Cognitive psychology is a research paradigm within empirical psychology. Emerging in the sixties, the cognitive paradigm recognizes that human psychology cannot be reduced to the stimulus-response mechanisms of behaviorism, which had previously dominated American academic psychology. Even though it’s impossible for one person to gain direct access to the inner workings of the human mind, it is possible to infer them; e.g., by looking at intermediate steps in solving a complex problem, by identifying and interpreting the types of errors people tend to make, by analyzing how people use language to understand and to communicate, by the systematic analysis of self-report data, by exploring motivations and emotional responses to performance, even by looking at MRI images of brain function while individuals are performing mental tasks. In historical continuity with psychological empiricism, cognitive researchers rely on the usual techniques: defining tasks and variables as precisely as possible, systematically collecting data from individual subjects, analyzing the aggregate via inferential statistics, comparing observed versus hypothesized results. Cognitivists, many of whom draw explicit analogies between human and machine information processing, also like to construct computer simulations of their models of human cognition.

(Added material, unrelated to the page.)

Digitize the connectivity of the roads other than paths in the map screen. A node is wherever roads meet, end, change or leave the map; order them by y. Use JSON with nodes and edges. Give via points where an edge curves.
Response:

CBT as a therapeutic paradigm also grew out of behaviorism. Like its research counterpart, therapeutic cognitivism acknowledges that humans have internal states and processes which intervene between stimulus and response. In CBT, emotional disorders like depression and anxiety both cause and result from the individual’s inability to do what she really wants to do. Instead of merely trying to change the client’s behaviors, though, the cognitive-behavioral therapist tries to change the attitudes and beliefs that drive behavior. In particular, CBT tries to identify “irrational” cognitions that get in the way of the client doing what she wants to do. CBT the relationship between therapist and client is meant to emulate that between psychological researcher and research subject. The therapist collects data about the client’s symptoms, using the data to assign the client to one or more diagnostic categories. Throughout the course of treatment the therapist and client together identify mismatches between what the client wants to do and what she actually does, between consciously espoused attitudes/beliefs that align with what the client wants and those maladaptive or irrational attitudes/beliefs that keep the client from doing what she wants. Systematic attempts are made to strengthen those cognitions that are most likely to lead to the desired behaviors. Direct attempts to modify behavior are also part of treatment, but always in conjunction with “attitude adjustment.” Success in therapy is evaluated by improvement in psychological disorder (as measured by pre-post changes in symptom checklists) and by client self-reported changes in cognitions and behaviors.

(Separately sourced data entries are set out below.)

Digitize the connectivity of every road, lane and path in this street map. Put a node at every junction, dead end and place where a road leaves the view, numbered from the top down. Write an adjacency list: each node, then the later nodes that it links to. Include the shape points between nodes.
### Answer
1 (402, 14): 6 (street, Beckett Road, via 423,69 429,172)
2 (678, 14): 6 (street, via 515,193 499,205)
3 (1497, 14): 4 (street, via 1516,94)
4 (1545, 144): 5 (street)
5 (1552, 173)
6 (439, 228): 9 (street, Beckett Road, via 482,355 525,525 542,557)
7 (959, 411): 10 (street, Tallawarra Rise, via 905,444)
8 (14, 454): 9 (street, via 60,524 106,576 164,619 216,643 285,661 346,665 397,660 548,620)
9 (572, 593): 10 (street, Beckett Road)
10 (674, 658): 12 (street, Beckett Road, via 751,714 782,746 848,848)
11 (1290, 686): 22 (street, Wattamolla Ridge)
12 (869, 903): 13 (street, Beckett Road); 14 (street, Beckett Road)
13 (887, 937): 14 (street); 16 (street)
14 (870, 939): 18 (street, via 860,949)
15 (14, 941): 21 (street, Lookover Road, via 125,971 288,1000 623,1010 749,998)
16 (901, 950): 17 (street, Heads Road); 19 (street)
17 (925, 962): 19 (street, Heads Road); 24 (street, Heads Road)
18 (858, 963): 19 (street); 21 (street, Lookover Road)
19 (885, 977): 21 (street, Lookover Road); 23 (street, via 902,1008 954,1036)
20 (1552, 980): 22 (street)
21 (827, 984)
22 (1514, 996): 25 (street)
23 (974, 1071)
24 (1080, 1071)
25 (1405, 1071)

While CBT takes on the language and trappings of cognitive psychological research, it’s not really based on research findings. While it’s possible to identify statistical relationships between attitudes and behaviors, and while it’s possible to build hypothetical causal models linking particular attitudes to particular behaviors, these findings and models apply to very tightly constrained experimental tasks rather than to real-world complexities. Further, there’s precious little compelling research evidence to support CBT’s core contention that systematically tinkering with subjects’ attitudes will result in their becoming more successful in behaving the way they’d like to or in improving their emotional state. In my view, with its performance measurements and goal-setting activities and best practices for achieving goals, CBT has more in common with corporate managerial techniques than with cognitive psychological research.
For most psychological disorders, empirical studies of therapeutic outcomes detect no significant differences between CBT and pretty much any other therapeutic praxis in reducing clients’ symptoms. Even untrained non-professionals who enter into an ongoing supportive relationship with the client get results comparable to the pros. It should be noted, though, any sort of “therapeutic alliance,” whether professional or amateur, CBT or alternative, achieves much better symptom reduction than does “watchful waiting.”